Posted on Wednesday, April 22, 2009

There she flies over Old Main Tower! On the string below Old Glory (and temporarily replacing the blue flag of Mother Fair) is the Green Theta! On Earth Day, April 22, this unusual flag was unfurled on the mast for a few days and represents an original Earth Day symbol.

According to legend, the Greek Theta was adopted as the Earth Day symbol because it is a combination of the letters e and o, from the words "environment" and "organism." Another take on the adoption of Theta was published in Look Magazine April 21, 1970: "It is in association with the Greek letter, and the word Thanatos (death)". Why death? A warning symbol! If present trends were to continue, the death of the world as we know it would result from the deterioration of the environment! Earth Day was to be a wake up call! And over the years there has been some success . . . some awakening to the call. 

An alternate version of the Earth Day flag is the one that flies day and night at the Field Station together with U.S. and Westminster flags, all on separate poles. This version, modeled after the U.S. flag, has thirteen stripes alternating green and white and a Theta in place of the field of stars. Legend has it that this flag was created by artist and cartoonist Ron Cobb in 1969 as a result of the environmental movement of the 1960s. The colors represent "pure air and green land" and environmental action. 

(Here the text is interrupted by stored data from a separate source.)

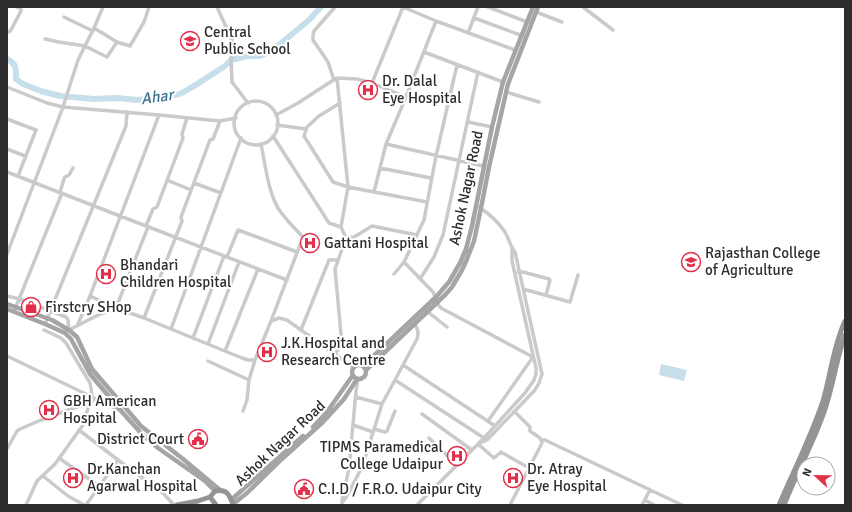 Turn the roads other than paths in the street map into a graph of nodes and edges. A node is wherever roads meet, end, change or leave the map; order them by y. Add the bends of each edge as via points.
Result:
1 (16, 7) edge
2 (149, 7) edge
3 (217, 7) edge
4 (335, 7) edge
5 (403, 7) edge
6 (478, 7) edge
7 (488, 7) edge
8 (504, 7) edge
9 (533, 7) edge
10 (538, 7) edge
11 (583, 7) edge
12 (101, 8) edge
13 (502, 12) junction
14 (536, 12) junction
15 (64, 17) dead end
16 (474, 18) junction
17 (436, 21) junction
18 (527, 22) junction
19 (562, 22) dead end
20 (93, 30) junction
21 (613, 30) dead end
22 (7, 31) edge
23 (468, 33) junction
24 (521, 36) junction
25 (526, 38) junction
26 (45, 39) dead end
27 (118, 42) junction
28 (85, 46) junction
29 (515, 50) junction
30 (424, 52) junction
31 (457, 64) junction
32 (478, 72) junction
33 (335, 79) junction
34 (503, 82) junction
35 (372, 83) junction
36 (7, 87) edge
37 (506, 92) junction
38 (406, 97) junction
39 (539, 102) dead end
40 (248, 103) junction
41 (340, 103) junction
42 (63, 107) junction
43 (127, 112) junction
44 (159, 115) junction
45 (276, 115) junction
46 (187, 118) junction
47 (236, 118) junction
48 (7, 119) edge
49 (220, 121) junction
50 (468, 122) junction
51 (278, 125) junction
52 (492, 127) junction
53 (306, 129) junction
54 (273, 136) junction
55 (241, 138) junction
56 (261, 144) junction
57 (386, 144) junction
58 (7, 149) edge
59 (26, 156) junction
60 (436, 156) junction
61 (460, 161) junction
62 (484, 166) junction
63 (73, 168) dead end
64 (380, 168) junction
65 (7, 172) edge
66 (18, 176) junction
67 (431, 178) junction
68 (167, 180) junction
69 (34, 182) junction
70 (194, 183) junction
71 (348, 187) junction
72 (191, 190) junction
73 (374, 192) junction
74 (61, 193) junction
75 (221, 193) junction
76 (427, 202) junction
77 (476, 205) junction
78 (93, 206) junction
79 (481, 208) junction
80 (120, 216) junction
81 (147, 227) junction
82 (342, 227) junction
83 (418, 235) junction
84 (176, 238) junction
85 (346, 238) junction
86 (7, 240) edge
87 (11, 242) junction
88 (201, 247) junction
89 (512, 249) junction
90 (297, 252) junction
91 (7, 254) edge
92 (226, 257) junction
93 (338, 260) junction
94 (239, 262) junction
95 (404, 262) junction
96 (258, 269) junction
97 (519, 272) junction
98 (515, 273) junction
99 (394, 274) dead end
100 (578, 275) dead end
101 (420, 279) junction
102 (287, 280) junction
103 (523, 289) junction
104 (546, 295) junction
105 (7, 296) edge
106 (90, 296) junction
107 (436, 297) junction
108 (20, 299) junction
109 (438, 303) junction
110 (7, 304) edge
111 (7, 308) edge
112 (116, 308) junction
113 (15, 309) junction
114 (50, 311) junction
115 (428, 312) junction
116 (47, 318) junction
117 (144, 318) junction
118 (271, 321) junction
119 (845, 321) edge
120 (45, 324) junction
121 (78, 324) junction
122 (415, 324) junction
123 (447, 326) dead end
124 (171, 329) junction
125 (44, 330) dead end
126 (69, 330) junction
127 (302, 330) junction
128 (64, 332) junction
129 (845, 335) edge
130 (193, 338) junction
131 (208, 344) junction
132 (225, 350) junction
133 (335, 354) junction
134 (538, 354) junction
135 (533, 355) junction
136 (7, 356) edge
137 (255, 360) junction
138 (208, 361) dead end
139 (403, 365) junction
140 (354, 368) junction
141 (364, 368) junction
142 (356, 378) junction
143 (248, 380) junction
144 (395, 380) junction
145 (86, 394) junction
146 (356, 396) junction
147 (93, 398) junction
148 (90, 402) junction
149 (382, 404) junction
150 (128, 410) junction
151 (242, 411) dead end
152 (395, 411) dead end
153 (122, 412) junction
154 (515, 412) junction
155 (422, 414) dead end
156 (488, 421) junction
157 (353, 425) junction
158 (495, 426) junction
159 (79, 430) junction
160 (374, 431) junction
161 (429, 438) dead end
162 (484, 438) junction
163 (542, 440) junction
164 (478, 444) junction
165 (7, 449) edge
166 (472, 450) junction
167 (59, 458) junction
168 (118, 460) junction
169 (457, 465) junction
170 (529, 468) junction
171 (43, 476) junction
172 (99, 486) junction
173 (217, 490) junction
174 (650, 490) junction
175 (210, 497) junction
176 (645, 500) junction
177 (232, 503) edge
178 (341, 504) edge
179 (26, 505) edge
180 (85, 505) edge
181 (174, 505) edge
182 (177, 505) edge
183 (216, 505) edge
184 (417, 505) edge
185 (510, 505) edge
186 (642, 505) edge
187 (654, 505) edge
188 (682, 505) edge
189 (779, 505) edge
190 (784, 505) edge

1 - 22 street via 21,9 21,12 11,30
2 - 27 street via 144,22 130,46
3 - 40 street via 232,40 232,82
4 - 33 street via 314,31 313,40 328,62
5 - 17 street
5 - 35 street
6 - 16 street
7 - 13 street
8 - 13 street
9 - 18 main road, Ashok Nagar Road
10 - 14 main road
11 - 21 street
12 - 20 street
13 - 18 street
14 - 19 street
14 - 25 main road
15 - 20 street
16 - 23 street
16 - 24 street
17 - 23 street
17 - 30 street
18 - 24 main road, Ashok Nagar Road
20 - 27 street
20 - 28 street
23 - 29 street
24 - 25 street
24 - 29 main road, Ashok Nagar Road
25 - 37 main road
26 - 28 street
27 - 28 street via 107,57
28 - 42 street
29 - 34 main road, Ashok Nagar Road
30 - 31 street
30 - 38 street
31 - 32 street
31 - 60 street
32 - 34 street
32 - 50 street
33 - 35 street via 357,79
33 - 41 street
33 - 45 street
34 - 52 main road, Ashok Nagar Road
35 - 38 street
36 - 42 street
37 - 39 street
37 - 79 main road
38 - 57 street
40 - 45 street via 264,102 271,106
40 - 47 street via 238,110
41 - 53 street via 319,116
41 - 71 street
42 - 43 street
42 - 69 street
43 - 44 street
43 - 78 street via 126,126
44 - 46 street
44 - 80 street
45 - 51 street
46 - 49 street
46 - 68 street via 183,138
47 - 49 street
47 - 55 street via 235,129
48 - 59 street via 36,130
49 - 70 street
50 - 52 street
50 - 61 street
51 - 53 street
51 - 54 street
52 - 62 main road, Ashok Nagar Road
53 - 71 street via 304,136 333,182
54 - 56 street
54 - 82 street via 329,223
55 - 56 street via 247,143
55 - 75 street
56 - 90 street via 271,190 278,208 303,237
57 - 60 street
57 - 64 street
58 - 59 street
59 - 66 street
60 - 61 street
60 - 67 street
61 - 62 street
61 - 101 street via 443,235 434,257
62 - 77 main road, Ashok Nagar Road
63 - 74 street via 64,179
64 - 67 street
64 - 73 street
65 - 66 street
66 - 69 street
67 - 76 street
68 - 72 street
68 - 81 street via 156,207 152,209
69 - 74 street
69 - 87 street
70 - 72 street
70 - 75 street
71 - 73 street
71 - 82 street
72 - 84 street
73 - 76 street
74 - 78 street
74 - 108 street
75 - 88 street
76 - 83 street
77 - 79 street
77 - 107 main road, Ashok Nagar Road via 463,256 452,277
78 - 80 street
78 - 114 street
79 - 89 street via 503,229
79 - 109 main road via 467,259 452,287
80 - 81 street
80 - 106 street
81 - 84 street
81 - 112 street
82 - 85 street
83 - 85 street via 372,226 354,237
83 - 95 street
84 - 88 street
84 - 117 street
85 - 93 street
86 - 87 street
87 - 91 street
88 - 92 street
88 - 124 street
89 - 97 street via 516,255
89 - 98 street
90 - 92 street via 238,230
90 - 102 street
92 - 94 street
92 - 130 street
93 - 127 street via 329,260
93 - 133 street via 334,269 342,345
94 - 96 street
94 - 131 street
95 - 99 street
95 - 101 street
96 - 102 street
96 - 132 street
97 - 98 street
97 - 103 street
97 - 104 street via 549,279
98 - 135 street
100 - 104 street via 570,302
101 - 107 street
102 - 118 street
103 - 104 street
103 - 134 street
105 - 108 street
106 - 112 street
106 - 121 street
107 - 109 street
107 - 141 main road, Ashok Nagar Road
108 - 113 street
108 - 114 street
109 - 115 main road
109 - 135 street via 441,308
110 - 113 main road
111 - 113 main road
112 - 117 street
112 - 121 street
113 - 116 main road
113 - 120 main road
114 - 116 street
114 - 126 street via 66,317
115 - 122 main road
115 - 123 street
116 - 120 street
116 - 126 main road
117 - 124 street
118 - 127 street via 279,318 287,320
118 - 137 street
119 - 189 highway via 819,410
120 - 128 main road
121 - 126 street
122 - 139 street via 418,336
122 - 141 main road
124 - 130 street
125 - 147 street via 66,343 90,383
126 - 128 street
126 - 150 main road via 77,337 92,369
127 - 133 street
128 - 153 main road via 71,339 90,374
129 - 190 highway via 824,412
130 - 131 street
131 - 132 street
132 - 137 street via 248,360
133 - 140 street
134 - 135 street
134 - 154 street via 542,372 539,383
135 - 156 street
135 - 158 street via 536,371 532,383
136 - 145 street
137 - 143 street
138 - 143 street
139 - 144 street
139 - 156 street
140 - 141 main road
140 - 142 main road via 352,373
141 - 142 main road via 365,377
142 - 146 street
142 - 177 main road via 316,425
143 - 151 street via 247,400
144 - 149 street
144 - 162 street
145 - 147 street
145 - 148 street
146 - 149 street
146 - 157 street
147 - 148 street
147 - 153 street
148 - 159 street
148 - 165 street via 20,429
149 - 160 street
150 - 153 street
150 - 173 main road via 141,426
152 - 160 street via 387,431
153 - 173 main road via 158,448
154 - 163 street via 530,427 530,431
154 - 164 street via 486,440
155 - 166 street
156 - 158 street
157 - 160 street
157 - 178 street via 349,468
158 - 162 street
159 - 167 street
159 - 168 street
160 - 178 street via 359,473
161 - 169 street
162 - 164 street
163 - 170 street
163 - 174 street
164 - 166 street
164 - 170 street via 494,458 501,452
166 - 169 street
167 - 171 street
167 - 172 street
168 - 172 street
168 - 181 street via 163,493
169 - 184 street
170 - 185 street
171 - 179 street via 37,482
171 - 180 street via 68,496
172 - 180 street
173 - 175 highway
173 - 177 highway via 229,495
174 - 176 street
174 - 188 street
175 - 182 highway
175 - 183 highway
176 - 186 street
176 - 187 street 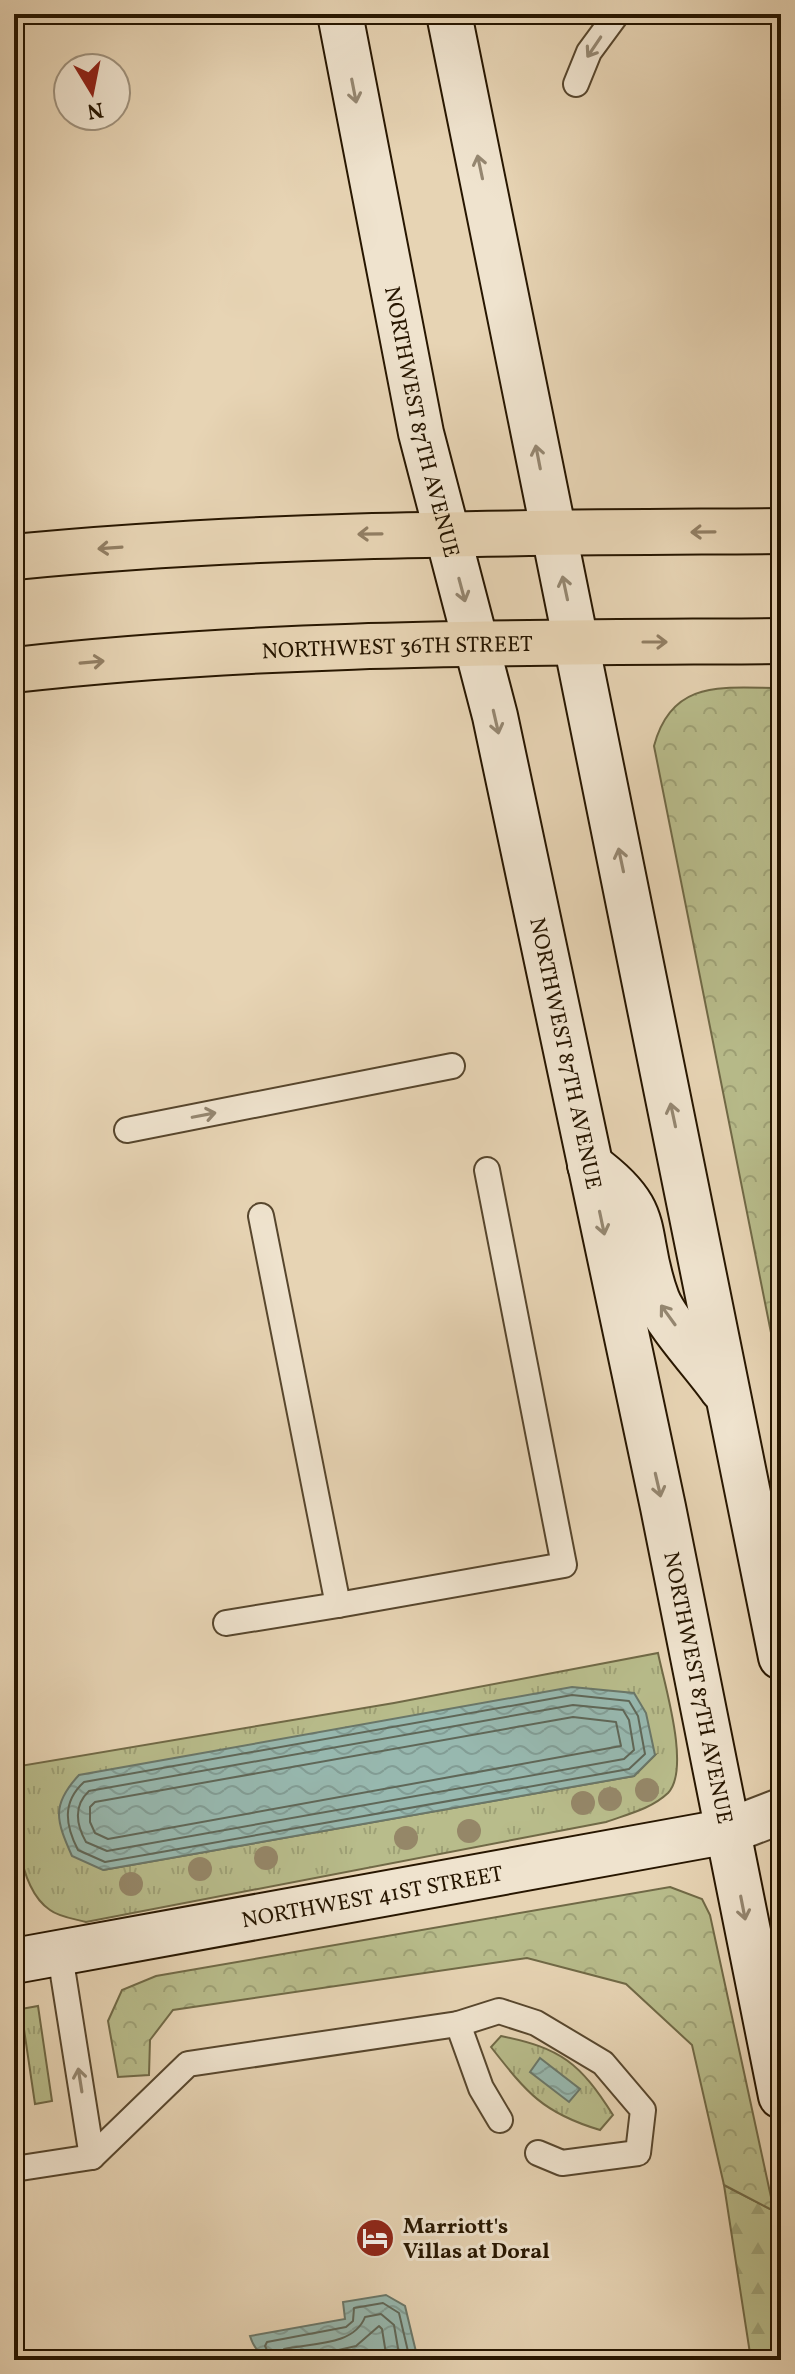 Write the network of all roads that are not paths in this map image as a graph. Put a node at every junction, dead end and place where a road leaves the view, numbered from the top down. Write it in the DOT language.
graph roads {
  1 [pos="340,14"];
  2 [pos="449,14"];
  3 [pos="617,14"];
  4 [pos="576,84"];
  5 [pos="781,531"];
  6 [pos="554,533"];
  7 [pos="448,534"];
  8 [pos="14,557"];
  9 [pos="781,641"];
  10 [pos="577,643"];
  11 [pos="477,646"];
  12 [pos="14,670"];
  13 [pos="452,1066"];
  14 [pos="127,1130"];
  15 [pos="590,1165"];
  16 [pos="487,1170"];
  17 [pos="261,1216"];
  18 [pos="731,1401"];
  19 [pos="338,1605"];
  20 [pos="226,1623"];
  21 [pos="781,1657"];
  22 [pos="781,1811"];
  23 [pos="729,1831"];
  24 [pos="781,1843"];
  25 [pos="60,1955"];
  26 [pos="14,1961"];
  27 [pos="458,2024"];
  28 [pos="781,2096"];
  29 [pos="500,2120"];
  30 [pos="538,2153"];
  31 [pos="92,2157"];
  32 [pos="14,2169"];
  1 -- 7 [label="main road, NORTHWEST 87TH AVENUE, one-way"];
  6 -- 2 [label="main road, one-way"];
  3 -- 4 [label="lane, one-way"];
  5 -- 6 [label="main road, one-way"];
  6 -- 7 [label="main road"];
  10 -- 6 [label="main road, one-way"];
  7 -- 8 [label="main road, one-way"];
  7 -- 11 [label="main road, NORTHWEST 87TH AVENUE, one-way"];
  10 -- 9 [label="main road, NORTHWEST 36TH STREET, one-way"];
  10 -- 11 [label="main road, NORTHWEST 36TH STREET"];
  18 -- 10 [label="main road, one-way"];
  12 -- 11 [label="main road, NORTHWEST 36TH STREET, one-way"];
  11 -- 15 [label="main road, NORTHWEST 87TH AVENUE, one-way"];
  14 -- 13 [label="lane, one-way"];
  18 -- 15 [label="main road, one-way"];
  15 -- 23 [label="main road, NORTHWEST 87TH AVENUE, one-way"];
  16 -- 19 [label="lane"];
  17 -- 19 [label="lane"];
  18 -- 21 [label="main road"];
  19 -- 20 [label="lane"];
  22 -- 23 [label="main road, NORTHWEST 41ST STREET"];
  23 -- 24 [label="main road, NORTHWEST 41ST STREET"];
  23 -- 25 [label="main road, NORTHWEST 41ST STREET"];
  23 -- 28 [label="main road, NORTHWEST 87TH AVENUE, one-way"];
  25 -- 26 [label="main road, NORTHWEST 41ST STREET"];
  31 -- 25 [label="lane, one-way"];
  27 -- 29 [label="lane"];
  27 -- 30 [label="lane"];
  27 -- 31 [label="lane"];
  31 -- 32 [label="lane"];
}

Earth Day is not a holiday but rather a work day for the environment. Senator Gaylord Nelson of Wisconsin is credited with establishing this day to thrust the environment onto the national agenda. He sponsored legislation to declare April 22, 1970, as the First Earth Day, a grassroots demonstration to aid the environment. 

Three individuals have birth dates that come close to or coincide with Earth Day. They are: St. Francis of Assisi, the world's first environmentalist; John Muir, the naturalist and founder of Sierra Club; and Julius Morton, the founder of Arbor Day, first commemorated in 1872. 

April 22, 1970, marked the beginning of the modern environmental movement. Approximately 20 million Americans participated with a goal of a healthy, sustainable environment. Westminster College observed that day with a student-originated plan to clean up Brittain Lake. No one recorded the number of truckloads of cans, bottles and other junk that came from the edges of the Lake but they were numerous. Participants were students, faculty and staff. Each one who helped with rake or shovel was given a lapel button with the date and the letter Theta. 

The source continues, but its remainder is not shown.